Sopra i fornelli ben tre teglie piene di panciuti croissant erano in attesa di essere infornate e, mentre il forno, ora di nuovo funzionante, raggiungeva la giusta temperatura, Chiara accese la macchina del caffè e iniziò a distribuire le tovagliette di carta sopra i tavolini, mentre Annibale, a cui la padrona aveva riempito la ciotola di croccantini, faceva la sua colazione in un angolo della sala.

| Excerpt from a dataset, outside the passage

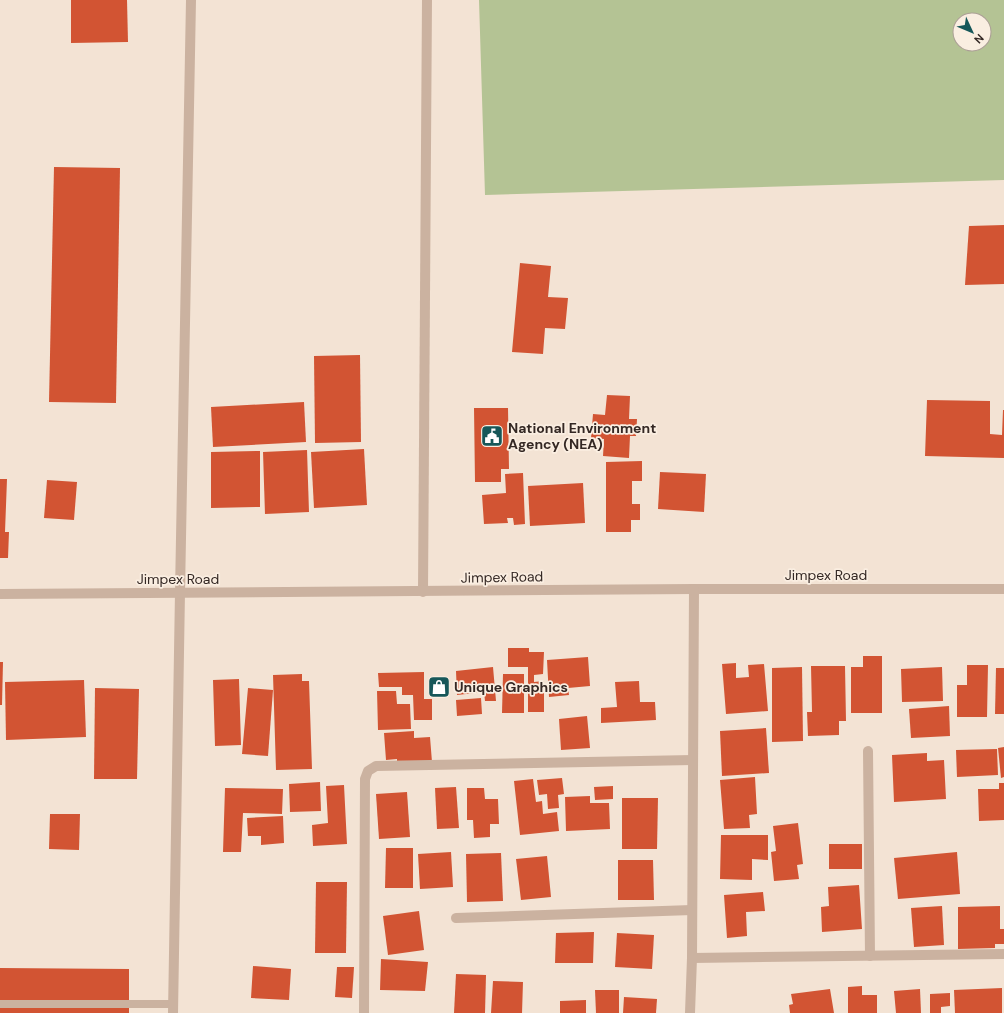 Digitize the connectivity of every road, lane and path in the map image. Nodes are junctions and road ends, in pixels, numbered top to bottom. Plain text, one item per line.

Quando Chiara ebbe messo la prima teglia in forno, il campanello all’ingresso suonò e una trafelata Talia entrò al Daily, lanciando il cappotto sull’appendiabiti e inforcando il grembiule, sbiascicando scuse sul suo ritardo per via di un autobus non passato.

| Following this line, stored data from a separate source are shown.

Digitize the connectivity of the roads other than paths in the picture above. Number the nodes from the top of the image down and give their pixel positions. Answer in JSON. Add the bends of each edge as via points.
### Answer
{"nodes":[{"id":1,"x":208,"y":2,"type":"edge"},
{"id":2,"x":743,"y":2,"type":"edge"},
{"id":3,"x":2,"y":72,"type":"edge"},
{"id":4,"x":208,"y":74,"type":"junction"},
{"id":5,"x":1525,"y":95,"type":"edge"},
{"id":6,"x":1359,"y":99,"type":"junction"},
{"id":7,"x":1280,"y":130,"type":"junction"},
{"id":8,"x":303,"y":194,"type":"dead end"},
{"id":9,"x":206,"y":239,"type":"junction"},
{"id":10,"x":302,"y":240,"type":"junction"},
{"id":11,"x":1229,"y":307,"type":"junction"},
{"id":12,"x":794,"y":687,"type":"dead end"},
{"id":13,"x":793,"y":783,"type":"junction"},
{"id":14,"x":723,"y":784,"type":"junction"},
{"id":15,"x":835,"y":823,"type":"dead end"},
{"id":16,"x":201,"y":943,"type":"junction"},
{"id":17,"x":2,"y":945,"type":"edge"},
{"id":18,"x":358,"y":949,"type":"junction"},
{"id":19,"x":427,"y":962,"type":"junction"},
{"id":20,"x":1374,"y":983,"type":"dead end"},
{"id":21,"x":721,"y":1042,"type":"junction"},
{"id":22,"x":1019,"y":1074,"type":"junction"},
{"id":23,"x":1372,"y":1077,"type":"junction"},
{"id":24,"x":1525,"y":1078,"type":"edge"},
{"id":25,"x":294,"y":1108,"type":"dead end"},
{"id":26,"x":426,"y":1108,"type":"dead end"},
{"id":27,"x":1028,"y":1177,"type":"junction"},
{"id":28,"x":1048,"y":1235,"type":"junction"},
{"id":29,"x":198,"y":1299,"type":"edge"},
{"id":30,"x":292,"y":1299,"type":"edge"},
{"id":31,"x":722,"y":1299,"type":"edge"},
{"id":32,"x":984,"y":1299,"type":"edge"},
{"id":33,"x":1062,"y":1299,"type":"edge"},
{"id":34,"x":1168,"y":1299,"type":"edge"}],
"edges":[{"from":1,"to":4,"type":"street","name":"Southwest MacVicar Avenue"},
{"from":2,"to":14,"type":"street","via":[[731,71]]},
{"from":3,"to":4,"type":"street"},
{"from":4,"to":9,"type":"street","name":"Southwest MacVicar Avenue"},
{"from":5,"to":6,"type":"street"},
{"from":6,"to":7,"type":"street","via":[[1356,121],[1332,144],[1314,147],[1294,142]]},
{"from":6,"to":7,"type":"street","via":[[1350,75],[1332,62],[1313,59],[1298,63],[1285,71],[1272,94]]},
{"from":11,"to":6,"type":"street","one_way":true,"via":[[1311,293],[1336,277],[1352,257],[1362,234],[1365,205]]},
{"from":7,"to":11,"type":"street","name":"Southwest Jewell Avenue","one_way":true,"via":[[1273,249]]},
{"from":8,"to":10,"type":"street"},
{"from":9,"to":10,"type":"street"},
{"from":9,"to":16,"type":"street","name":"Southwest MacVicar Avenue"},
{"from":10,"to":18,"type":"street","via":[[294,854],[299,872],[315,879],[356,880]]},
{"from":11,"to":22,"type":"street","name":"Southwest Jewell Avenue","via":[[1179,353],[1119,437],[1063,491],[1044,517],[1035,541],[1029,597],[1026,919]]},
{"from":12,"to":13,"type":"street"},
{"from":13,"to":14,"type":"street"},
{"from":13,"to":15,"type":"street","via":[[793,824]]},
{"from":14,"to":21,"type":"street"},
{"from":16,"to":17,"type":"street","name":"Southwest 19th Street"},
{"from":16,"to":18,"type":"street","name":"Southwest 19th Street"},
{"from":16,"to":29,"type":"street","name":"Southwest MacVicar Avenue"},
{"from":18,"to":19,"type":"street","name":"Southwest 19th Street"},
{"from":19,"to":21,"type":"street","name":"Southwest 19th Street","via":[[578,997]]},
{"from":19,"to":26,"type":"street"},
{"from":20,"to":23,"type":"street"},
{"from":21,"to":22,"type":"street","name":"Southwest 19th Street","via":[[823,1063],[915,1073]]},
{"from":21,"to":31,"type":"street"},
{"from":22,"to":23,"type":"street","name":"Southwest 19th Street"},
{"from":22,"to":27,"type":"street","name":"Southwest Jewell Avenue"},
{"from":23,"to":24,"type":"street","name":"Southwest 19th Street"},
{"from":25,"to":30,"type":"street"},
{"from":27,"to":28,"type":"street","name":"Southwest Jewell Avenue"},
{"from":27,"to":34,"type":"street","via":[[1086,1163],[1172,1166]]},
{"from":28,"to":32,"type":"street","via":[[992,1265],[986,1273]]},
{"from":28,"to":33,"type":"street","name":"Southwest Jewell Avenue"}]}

Finalmente tutto il personale aveva raggiunto il posto di lavoro e il Daily Coffee poté accogliere propriamente la sua affezionata clientela: il primo a far suonare il campanello d’ingresso fu il signor Hevon, che accompagnava il nipotino Trevor a scuola.

-Buongiorno- salutò l’anziano signore, aiutando il nipote ad accomodarsi sugli alti sgabelli del bancone.

-Buongiorno!- rispose allegramente Talia -Allora, Trevor, come è andato il test di matematica?

-Bene, bene- disse evasivo il bambino, la cui attenzione era concentrata maggiormente sul vassoio di brioches che non sulla conversazione -Posso avere quella?- chiese poi puntando il ditino verso la più grossa.

-Certamente, tesoro! E lei cosa gradisce, signor Hevon?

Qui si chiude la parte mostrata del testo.